I have defined $F:\ell^{\infty}\to (\ell^{p})^*$ by $F(y)=f_y$ for all $y\in \ell^{\infty}$, where $f_y(x)=\sum\limits_{n=1}^{\infty}x(n)y(n)$. Clearly, $F$ is linear and it can be shown that $F$ is onto also. But how to show that $F$ is an isometry? I got stuck here.
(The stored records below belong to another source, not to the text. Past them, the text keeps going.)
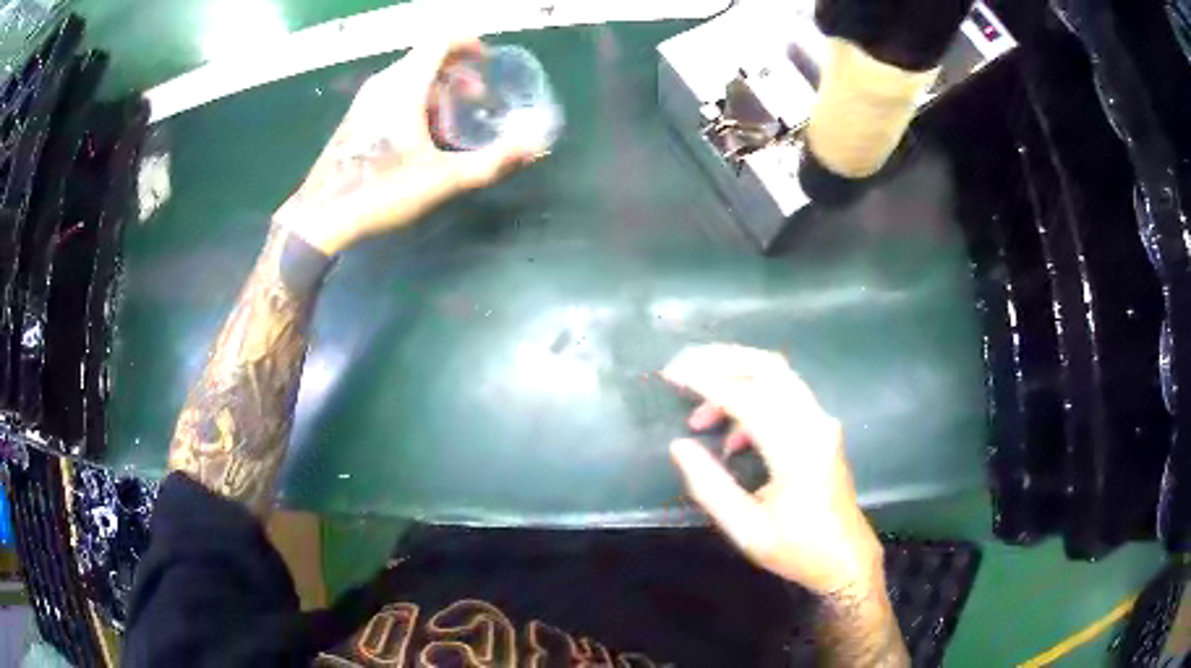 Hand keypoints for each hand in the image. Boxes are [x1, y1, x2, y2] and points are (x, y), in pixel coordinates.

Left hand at [275, 38, 542, 255]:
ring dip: (438, 88)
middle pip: (427, 57)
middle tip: (476, 100)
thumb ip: (490, 162)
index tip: (487, 62)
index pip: (440, 40)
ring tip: (452, 122)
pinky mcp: (356, 117)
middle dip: (458, 72)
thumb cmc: (380, 192)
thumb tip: (535, 148)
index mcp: (405, 86)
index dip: (468, 43)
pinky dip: (416, 99)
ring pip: (409, 76)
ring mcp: (365, 99)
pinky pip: (393, 92)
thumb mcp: (442, 180)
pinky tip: (420, 136)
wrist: (321, 217)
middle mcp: (383, 83)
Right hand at [662, 344, 882, 595]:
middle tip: (682, 367)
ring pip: (777, 376)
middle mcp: (814, 423)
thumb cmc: (797, 549)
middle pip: (768, 366)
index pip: (747, 397)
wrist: (846, 558)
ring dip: (735, 379)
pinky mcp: (821, 427)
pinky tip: (731, 438)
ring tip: (698, 417)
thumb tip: (679, 445)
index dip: (705, 381)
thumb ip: (710, 486)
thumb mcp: (746, 529)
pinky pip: (784, 395)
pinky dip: (752, 400)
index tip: (670, 374)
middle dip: (721, 359)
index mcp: (796, 450)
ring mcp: (821, 421)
Any help is appreciated.
 A: I believe you meant $F\colon \ell ^{\infty}\rightarrow (\ell ^p)^*$, not just $\ell ^p$.  In any case, this is indeed an isomorphism in the category of topological vector spaces when $(\ell ^p)^*$ is equipped with the strong polar topology (the topology of uniform convergence on weakly-bounded subsets of $\ell ^p)$.
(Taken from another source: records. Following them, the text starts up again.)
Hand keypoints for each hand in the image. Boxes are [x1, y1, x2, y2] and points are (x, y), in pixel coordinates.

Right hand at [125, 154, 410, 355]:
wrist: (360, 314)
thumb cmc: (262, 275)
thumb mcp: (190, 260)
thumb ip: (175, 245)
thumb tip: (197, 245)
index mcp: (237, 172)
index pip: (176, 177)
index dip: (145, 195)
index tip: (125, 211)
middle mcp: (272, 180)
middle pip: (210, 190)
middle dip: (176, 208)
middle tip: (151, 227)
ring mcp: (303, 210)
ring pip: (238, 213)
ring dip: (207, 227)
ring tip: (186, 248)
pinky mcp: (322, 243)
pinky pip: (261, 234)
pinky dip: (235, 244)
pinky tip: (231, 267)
First note that a subset of $\ell ^p$ is weakly-bounded iff it is bounded in the $\ell ^1$ norm.  To see this, consider the following.  We already know that $(\ell ^p)^*\cong _{\mathbf{Vect}}\ell ^{\infty}$, and so $B\subseteq \ell ^p$ is weakly-bounded iff $y(B)\subseteq \mathbb{C}$ is bounded for all $y\in \ell ^{\infty}$.  As $\ell ^p\subseteq \ell ^1$, we may regard $B$ as a subset of $\ell ^1$, and as we also know that $(\ell ^1)^*\cong \ell ^{\infty}$, we likewise have that $B\subseteq \ell ^1$ is weakly-bounded, and hence bounded by Mackey's Theorem.  Thus, the strong polar topology on $(\ell ^p)^*$ is the topology of uniform convergence on $\ell ^1$-bounded subsets of $\ell ^p$.
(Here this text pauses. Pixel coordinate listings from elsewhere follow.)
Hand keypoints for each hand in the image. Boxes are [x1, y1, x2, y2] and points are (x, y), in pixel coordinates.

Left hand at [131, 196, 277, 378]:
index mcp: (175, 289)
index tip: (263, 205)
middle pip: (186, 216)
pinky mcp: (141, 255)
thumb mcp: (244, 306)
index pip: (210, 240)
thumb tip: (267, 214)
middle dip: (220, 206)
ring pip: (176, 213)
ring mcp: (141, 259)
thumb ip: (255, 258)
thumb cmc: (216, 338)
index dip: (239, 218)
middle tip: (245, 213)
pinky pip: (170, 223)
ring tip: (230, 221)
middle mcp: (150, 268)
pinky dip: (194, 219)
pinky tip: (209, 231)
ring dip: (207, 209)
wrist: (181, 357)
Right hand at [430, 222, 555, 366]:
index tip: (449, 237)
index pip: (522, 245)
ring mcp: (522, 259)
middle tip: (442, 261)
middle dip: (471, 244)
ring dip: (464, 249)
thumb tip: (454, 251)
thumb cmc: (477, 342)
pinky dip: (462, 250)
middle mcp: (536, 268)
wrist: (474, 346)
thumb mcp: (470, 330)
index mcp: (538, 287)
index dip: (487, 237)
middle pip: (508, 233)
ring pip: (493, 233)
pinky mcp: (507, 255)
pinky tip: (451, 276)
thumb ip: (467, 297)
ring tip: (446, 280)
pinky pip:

You seem to already know how to check that $F$ is an isomorphism of vector spaces.  To see that it is also a homeomorphism, first check that $F$ is continuous.  Let $\lambda \mapsto y^{\lambda}\in \ell ^{\infty}$ converge to $y\in \ell ^{\infty}$ and let $B\subseteq \ell ^p$ be $\ell ^1$-bounded.  Then, there is some constant $C$ such that $\| x\| _1\leq C$ for all $x\in B$.  Hence,
$$
\sum _{m\in \mathbb{N}}|(y_m^{\lambda}-y_m)x_m|\leq \| y^{\lambda}-y\| _{\infty}\| x\| _1\leq C\| y^{\lambda}-y\| _{\infty},
$$
and so $\lambda \mapsto y^{\lambda}$ converges to $y$ uniformly on $B$.
Conversely, suppose that $\lambda \mapsto y^{\lambda}$ converges to $y$ uniformly on every $\ell ^1$-bounded subset of $\ell ^p$.  Take $B:=\{ \mathbf{e}_m:m\in \mathbb{N}\}$, where $\mathbf{e}_m\in \ell ^p$ is of course the sequence which is identically $0$ except for a $1$ at the $m^{\text{th}}$ index.  This is certainly $\ell ^1$-bounded, and hence for every $\varepsilon >0$ there is some $\lambda _0$ such that whenever $\lambda \geq \lambda _0$ it follows that
$$
\left| (y^{\lambda}-y)(\mathbf{e}_m)\right| =\left| y^{\lambda}_m-y_m\right| <\varepsilon .
$$
for all $m\in \mathbb{N}$.  That is, $\lambda \mapsto y^{\lambda}\in \ell ^{\infty}$ converges to $y\in \ell ^{\infty}$ with respect to the $\ell ^{\infty}$ norm.